Chiral liquid phase of simple quantum magnets

We study a T=0 quantum phase transition between a quantum paramagnetic state and a magnetically ordered state for a spin S=1 XXZ Heisenberg antiferromagnet on a two-dimensional triangular lattice. The transition is induced by an easy-plane single-ion anisotropy D. At the mean-field level, the system undergoes a direct transition at a critical D=Dc between a paramagnetic state at D>Dc and an ordered state with broken U(1) symmetry at D<Dc. We show that beyond mean field the phase diagram is very different and includes an intermediate, partially ordered chiral liquid phase. Specifically, we find that inside the paramagnetic phase the Ising (Jz) component of the Heisenberg exchange binds magnons into a two-particle bound state with zero total momentum and spin.
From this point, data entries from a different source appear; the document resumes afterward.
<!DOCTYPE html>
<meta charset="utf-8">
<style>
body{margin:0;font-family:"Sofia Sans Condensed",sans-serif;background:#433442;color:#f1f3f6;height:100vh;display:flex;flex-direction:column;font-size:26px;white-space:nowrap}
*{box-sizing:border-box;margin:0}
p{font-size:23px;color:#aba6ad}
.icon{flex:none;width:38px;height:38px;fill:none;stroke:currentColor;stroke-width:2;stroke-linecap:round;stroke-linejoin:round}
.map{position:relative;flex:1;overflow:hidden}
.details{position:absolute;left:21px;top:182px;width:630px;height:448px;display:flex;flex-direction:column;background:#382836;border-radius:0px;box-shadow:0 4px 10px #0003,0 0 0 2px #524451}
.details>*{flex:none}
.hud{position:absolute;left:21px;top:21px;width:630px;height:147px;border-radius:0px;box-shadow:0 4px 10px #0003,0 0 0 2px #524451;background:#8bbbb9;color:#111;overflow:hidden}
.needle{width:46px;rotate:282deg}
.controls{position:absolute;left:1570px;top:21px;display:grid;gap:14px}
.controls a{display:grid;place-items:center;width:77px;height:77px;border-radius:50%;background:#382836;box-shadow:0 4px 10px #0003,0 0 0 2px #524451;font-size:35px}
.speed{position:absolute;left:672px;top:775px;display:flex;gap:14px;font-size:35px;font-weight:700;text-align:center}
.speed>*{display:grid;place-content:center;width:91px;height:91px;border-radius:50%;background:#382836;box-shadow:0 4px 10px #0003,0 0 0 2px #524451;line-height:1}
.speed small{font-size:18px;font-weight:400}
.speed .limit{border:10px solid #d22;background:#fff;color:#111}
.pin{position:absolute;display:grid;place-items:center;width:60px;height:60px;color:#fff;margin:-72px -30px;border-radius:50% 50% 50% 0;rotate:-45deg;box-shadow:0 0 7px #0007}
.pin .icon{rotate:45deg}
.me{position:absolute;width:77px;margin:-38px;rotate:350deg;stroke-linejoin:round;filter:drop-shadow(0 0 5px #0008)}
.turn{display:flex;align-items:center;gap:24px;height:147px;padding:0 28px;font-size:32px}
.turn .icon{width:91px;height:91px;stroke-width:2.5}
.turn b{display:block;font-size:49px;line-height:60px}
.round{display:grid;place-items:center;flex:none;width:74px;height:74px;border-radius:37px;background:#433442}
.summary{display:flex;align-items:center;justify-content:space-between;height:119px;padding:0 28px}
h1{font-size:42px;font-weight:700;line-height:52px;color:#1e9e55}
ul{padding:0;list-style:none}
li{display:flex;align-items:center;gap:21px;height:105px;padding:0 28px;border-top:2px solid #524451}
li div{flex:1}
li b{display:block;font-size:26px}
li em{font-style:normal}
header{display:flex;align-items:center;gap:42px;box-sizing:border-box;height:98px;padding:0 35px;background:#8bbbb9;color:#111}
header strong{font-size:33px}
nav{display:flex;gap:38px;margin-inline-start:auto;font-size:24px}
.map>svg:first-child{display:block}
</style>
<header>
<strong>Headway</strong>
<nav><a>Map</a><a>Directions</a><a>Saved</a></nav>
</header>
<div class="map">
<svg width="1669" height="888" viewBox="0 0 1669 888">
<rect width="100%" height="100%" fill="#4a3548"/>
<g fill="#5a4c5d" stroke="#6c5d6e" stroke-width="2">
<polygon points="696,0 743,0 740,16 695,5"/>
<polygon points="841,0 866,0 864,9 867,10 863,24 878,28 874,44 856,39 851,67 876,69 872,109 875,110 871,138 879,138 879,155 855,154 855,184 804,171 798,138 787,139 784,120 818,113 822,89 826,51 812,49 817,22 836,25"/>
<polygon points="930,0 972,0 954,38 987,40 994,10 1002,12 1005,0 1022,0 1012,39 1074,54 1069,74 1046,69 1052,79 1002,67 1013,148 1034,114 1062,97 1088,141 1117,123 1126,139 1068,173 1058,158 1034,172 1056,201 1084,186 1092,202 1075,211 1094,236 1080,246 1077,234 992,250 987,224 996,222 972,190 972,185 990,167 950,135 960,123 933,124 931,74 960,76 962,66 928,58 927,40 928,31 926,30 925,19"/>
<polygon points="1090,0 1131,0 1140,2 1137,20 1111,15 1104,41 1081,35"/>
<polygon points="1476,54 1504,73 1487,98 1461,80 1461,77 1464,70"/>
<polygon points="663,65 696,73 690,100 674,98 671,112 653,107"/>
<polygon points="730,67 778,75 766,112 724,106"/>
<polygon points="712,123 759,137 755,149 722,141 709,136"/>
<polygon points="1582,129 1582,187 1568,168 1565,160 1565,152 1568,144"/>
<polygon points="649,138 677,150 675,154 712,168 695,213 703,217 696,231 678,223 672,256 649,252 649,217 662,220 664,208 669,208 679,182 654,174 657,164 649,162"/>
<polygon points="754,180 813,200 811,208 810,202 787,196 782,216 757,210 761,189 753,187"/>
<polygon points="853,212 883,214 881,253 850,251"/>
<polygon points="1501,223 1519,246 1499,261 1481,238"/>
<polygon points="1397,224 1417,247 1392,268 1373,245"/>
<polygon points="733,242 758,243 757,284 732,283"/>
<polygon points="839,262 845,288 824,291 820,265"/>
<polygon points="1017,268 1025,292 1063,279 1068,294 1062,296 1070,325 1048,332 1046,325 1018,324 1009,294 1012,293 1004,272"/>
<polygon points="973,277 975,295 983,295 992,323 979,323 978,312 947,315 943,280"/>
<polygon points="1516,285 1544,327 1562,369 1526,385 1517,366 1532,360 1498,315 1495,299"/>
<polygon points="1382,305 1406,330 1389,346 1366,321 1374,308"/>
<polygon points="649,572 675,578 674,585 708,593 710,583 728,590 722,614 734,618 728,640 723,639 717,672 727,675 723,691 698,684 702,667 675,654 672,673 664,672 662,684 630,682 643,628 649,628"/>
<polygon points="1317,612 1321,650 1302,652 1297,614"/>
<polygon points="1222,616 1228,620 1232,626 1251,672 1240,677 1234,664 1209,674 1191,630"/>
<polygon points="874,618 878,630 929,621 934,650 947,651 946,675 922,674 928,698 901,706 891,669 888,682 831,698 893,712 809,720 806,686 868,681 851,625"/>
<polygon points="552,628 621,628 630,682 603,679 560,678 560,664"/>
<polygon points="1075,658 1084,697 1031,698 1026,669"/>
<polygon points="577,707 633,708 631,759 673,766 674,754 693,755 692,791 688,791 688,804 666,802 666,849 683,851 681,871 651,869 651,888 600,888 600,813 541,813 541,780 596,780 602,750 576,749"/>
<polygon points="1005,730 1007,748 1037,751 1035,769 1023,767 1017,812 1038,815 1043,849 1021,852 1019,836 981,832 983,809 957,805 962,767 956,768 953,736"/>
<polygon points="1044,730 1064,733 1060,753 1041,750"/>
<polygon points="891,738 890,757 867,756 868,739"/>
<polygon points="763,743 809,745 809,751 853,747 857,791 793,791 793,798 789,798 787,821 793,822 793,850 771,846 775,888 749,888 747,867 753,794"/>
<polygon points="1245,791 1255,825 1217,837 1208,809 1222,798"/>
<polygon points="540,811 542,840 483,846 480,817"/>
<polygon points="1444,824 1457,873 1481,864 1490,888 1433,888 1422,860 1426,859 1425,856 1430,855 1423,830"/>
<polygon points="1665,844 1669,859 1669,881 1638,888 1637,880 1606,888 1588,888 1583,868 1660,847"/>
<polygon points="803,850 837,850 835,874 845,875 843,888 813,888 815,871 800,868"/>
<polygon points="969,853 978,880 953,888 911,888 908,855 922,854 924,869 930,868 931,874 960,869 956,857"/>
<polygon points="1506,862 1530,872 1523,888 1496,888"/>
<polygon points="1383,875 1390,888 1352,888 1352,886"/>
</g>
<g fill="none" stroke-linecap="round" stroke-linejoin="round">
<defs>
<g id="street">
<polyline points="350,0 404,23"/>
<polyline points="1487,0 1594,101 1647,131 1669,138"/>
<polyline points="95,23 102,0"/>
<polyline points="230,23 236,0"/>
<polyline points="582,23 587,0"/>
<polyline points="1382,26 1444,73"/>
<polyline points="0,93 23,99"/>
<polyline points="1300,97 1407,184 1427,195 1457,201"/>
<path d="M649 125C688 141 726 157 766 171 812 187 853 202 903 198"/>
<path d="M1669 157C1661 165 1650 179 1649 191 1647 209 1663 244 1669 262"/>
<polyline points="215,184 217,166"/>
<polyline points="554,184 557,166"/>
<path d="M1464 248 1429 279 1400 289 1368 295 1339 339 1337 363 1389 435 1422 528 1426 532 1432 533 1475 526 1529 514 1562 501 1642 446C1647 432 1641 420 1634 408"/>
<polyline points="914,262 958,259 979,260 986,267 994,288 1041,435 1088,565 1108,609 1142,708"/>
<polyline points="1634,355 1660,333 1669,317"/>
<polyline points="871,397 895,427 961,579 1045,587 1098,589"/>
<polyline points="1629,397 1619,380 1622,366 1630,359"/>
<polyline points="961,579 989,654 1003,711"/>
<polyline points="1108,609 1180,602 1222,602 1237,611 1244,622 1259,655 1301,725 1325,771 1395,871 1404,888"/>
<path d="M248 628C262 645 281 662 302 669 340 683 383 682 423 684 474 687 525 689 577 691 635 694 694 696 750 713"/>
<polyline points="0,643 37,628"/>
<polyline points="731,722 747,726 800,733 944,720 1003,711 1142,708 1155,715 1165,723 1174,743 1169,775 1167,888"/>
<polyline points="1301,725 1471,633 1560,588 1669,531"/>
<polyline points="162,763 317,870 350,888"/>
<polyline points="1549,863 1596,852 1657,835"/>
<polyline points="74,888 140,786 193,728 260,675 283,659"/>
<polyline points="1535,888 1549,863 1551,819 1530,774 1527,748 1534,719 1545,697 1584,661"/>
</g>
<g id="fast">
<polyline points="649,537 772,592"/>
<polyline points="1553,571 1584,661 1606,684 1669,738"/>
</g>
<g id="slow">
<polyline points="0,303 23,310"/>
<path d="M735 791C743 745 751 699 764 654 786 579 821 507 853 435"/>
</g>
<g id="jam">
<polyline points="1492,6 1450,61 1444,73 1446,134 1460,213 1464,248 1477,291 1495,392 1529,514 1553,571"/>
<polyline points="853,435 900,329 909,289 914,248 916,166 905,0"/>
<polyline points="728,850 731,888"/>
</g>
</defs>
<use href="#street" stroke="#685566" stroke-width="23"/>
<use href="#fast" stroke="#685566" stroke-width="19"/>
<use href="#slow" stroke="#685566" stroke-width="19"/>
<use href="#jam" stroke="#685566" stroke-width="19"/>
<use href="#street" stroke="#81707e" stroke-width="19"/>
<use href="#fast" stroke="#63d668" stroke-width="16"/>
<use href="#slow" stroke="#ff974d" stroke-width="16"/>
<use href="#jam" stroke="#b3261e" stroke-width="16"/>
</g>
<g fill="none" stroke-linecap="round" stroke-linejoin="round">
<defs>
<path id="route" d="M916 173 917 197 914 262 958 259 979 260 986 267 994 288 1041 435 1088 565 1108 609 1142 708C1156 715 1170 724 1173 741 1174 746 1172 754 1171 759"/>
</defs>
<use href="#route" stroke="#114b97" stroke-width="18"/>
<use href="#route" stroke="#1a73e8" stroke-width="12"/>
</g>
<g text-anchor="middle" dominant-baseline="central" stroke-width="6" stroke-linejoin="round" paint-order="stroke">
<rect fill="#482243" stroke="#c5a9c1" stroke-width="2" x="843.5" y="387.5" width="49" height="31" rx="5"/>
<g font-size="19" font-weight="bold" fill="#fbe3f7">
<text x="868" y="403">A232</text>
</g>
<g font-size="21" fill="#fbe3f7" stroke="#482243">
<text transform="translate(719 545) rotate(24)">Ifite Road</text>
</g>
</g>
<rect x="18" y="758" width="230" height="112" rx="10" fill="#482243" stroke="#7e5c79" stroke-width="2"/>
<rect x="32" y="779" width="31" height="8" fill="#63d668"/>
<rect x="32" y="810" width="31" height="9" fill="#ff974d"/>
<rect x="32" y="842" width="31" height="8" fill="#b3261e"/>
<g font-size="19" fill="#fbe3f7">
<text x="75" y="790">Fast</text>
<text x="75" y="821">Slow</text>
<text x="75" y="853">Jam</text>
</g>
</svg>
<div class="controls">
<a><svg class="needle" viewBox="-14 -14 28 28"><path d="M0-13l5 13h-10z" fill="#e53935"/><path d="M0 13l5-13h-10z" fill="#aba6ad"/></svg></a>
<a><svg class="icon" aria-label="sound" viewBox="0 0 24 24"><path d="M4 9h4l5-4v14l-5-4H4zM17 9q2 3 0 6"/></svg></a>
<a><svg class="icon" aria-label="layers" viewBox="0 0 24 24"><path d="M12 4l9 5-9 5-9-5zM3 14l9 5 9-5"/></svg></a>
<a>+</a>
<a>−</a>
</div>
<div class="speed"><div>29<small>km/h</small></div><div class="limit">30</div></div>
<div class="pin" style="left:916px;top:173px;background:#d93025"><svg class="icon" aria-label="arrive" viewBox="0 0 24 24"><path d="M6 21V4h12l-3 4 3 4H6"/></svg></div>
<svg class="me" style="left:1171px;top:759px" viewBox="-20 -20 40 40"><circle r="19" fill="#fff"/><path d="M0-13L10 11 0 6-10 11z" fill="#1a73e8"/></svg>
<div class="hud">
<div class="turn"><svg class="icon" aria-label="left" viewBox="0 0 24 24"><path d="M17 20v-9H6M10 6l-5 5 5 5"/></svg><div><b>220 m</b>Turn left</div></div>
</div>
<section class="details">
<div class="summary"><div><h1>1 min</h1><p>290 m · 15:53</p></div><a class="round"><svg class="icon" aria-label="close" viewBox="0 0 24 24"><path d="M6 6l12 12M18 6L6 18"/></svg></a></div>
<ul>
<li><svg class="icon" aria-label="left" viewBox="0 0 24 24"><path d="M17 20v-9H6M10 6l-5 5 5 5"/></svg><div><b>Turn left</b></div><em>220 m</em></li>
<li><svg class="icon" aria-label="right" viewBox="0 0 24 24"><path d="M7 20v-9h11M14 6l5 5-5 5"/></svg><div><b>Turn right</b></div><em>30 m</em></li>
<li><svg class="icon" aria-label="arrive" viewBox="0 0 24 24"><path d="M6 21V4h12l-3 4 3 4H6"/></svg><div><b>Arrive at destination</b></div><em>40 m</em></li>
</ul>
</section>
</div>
This bound state condenses at D>Dc, before single-particle excitations become unstable, and gives rise to a chiral liquid phase, which spontaneously breaks spatial inversion symmetry, but leaves the spin-rotational U(1) and time-reversal symmetries intact. This chiral liquid phase is characterized by a finite vector chirality without long-range dipolar magnetic order. In our analytical treatment, the chiral phase appears for arbitrarily small Jz because the magnon-magnon attraction becomes singular near the single-magnon condensation transition. This phase exists in a finite range of D and transforms into the magnetically ordered state at some D<Dc. We corroborate our analytic treatment with numerical density matrix renormalization group calculations.